Днем, пока шли бои, Штайнбринк старался держаться подальше от районов столкновения. И ждал. Ночью же, не желая рисковать столкновением с кораблями в надводном положении повел лодку в сторону английских берегов. Низкий силуэт и малые размеры подводной лодки делали ее незаметной на фоне ночного моря, но невысокая рубка сильно затрудняла обнаружение вражеских судов. И если бы не случайный выстрел, отряд англичан вполне мог избежать встречи с лодкой оберлейтенанта. Однако судьба сегодня улыбалась германцам во все свои шестьдесят четыре зуба. Острых зуба, несущих смерть противнику, надо заметить.

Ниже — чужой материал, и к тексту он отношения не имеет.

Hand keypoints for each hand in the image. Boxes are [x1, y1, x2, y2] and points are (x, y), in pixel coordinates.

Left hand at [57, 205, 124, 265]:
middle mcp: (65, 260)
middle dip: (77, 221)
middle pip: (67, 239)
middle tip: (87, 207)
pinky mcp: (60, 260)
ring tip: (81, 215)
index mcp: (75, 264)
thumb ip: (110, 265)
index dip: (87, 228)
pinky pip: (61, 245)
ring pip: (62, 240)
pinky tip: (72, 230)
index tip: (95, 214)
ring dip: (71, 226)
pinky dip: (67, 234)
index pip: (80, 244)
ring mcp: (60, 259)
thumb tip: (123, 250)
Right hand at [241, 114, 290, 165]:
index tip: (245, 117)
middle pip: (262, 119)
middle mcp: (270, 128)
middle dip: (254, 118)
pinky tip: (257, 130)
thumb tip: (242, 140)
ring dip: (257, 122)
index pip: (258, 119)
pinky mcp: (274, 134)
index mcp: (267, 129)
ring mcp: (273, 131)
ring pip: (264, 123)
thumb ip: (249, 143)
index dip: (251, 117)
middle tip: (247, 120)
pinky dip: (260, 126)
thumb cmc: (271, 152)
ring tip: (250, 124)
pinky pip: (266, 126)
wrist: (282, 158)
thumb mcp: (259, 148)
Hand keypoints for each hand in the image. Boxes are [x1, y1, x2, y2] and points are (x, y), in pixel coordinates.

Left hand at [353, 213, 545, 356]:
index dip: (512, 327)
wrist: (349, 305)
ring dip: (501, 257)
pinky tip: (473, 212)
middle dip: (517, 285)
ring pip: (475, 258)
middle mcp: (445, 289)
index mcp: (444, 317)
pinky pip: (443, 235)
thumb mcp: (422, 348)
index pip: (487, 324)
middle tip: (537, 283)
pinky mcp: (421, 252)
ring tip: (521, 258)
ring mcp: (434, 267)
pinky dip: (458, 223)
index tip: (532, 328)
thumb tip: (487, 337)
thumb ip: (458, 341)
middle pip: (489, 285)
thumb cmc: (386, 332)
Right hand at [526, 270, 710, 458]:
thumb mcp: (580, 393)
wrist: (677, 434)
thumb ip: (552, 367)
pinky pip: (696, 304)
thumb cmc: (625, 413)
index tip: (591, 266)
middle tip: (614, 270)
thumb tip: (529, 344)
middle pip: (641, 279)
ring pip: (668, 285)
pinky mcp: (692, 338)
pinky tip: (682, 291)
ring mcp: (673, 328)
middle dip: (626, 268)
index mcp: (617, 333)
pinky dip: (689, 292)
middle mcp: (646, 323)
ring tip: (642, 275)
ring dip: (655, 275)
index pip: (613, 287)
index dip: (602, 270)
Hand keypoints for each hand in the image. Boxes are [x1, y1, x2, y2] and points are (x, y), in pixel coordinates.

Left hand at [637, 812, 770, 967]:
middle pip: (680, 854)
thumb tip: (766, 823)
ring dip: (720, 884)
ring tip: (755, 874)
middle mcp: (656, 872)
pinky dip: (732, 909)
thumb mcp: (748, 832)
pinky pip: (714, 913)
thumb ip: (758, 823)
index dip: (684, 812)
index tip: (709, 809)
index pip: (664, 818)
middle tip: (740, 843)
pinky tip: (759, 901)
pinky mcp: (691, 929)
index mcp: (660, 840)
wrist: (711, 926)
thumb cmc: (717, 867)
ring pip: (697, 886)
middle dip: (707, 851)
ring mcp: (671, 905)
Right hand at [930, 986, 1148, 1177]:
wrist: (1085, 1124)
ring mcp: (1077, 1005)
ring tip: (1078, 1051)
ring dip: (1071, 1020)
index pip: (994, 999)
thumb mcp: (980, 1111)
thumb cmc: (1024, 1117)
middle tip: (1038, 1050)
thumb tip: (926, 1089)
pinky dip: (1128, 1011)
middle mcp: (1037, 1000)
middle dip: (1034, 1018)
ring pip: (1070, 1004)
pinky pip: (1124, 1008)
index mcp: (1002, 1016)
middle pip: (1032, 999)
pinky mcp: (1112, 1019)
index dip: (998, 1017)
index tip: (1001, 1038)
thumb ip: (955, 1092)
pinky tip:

Поскольку лодка шла на крейсерской скорости, то сумела быстро набрать полный ход и догнать поврежденные английские дредноуты. Штайнбринк успел занять удобную позицию прямо поперек курса и погрузиться. U3 неторопливо двинулась на перископной глубине по направлению к кораблям противника, поднимая перископ на короткие промежутки времени, чтобы не быть замеченной. Отто вел наблюдение, пока не убедился, что встретил именно поврежденные английские корабли. Выбрав в качестве мишени неторопливо ползущий линкор, он приказал довернуть лодку на курсе. Затем прозвучала команда.

- Первый – пли! - и через секунду. - Перископ вниз! Второй аппарат пли!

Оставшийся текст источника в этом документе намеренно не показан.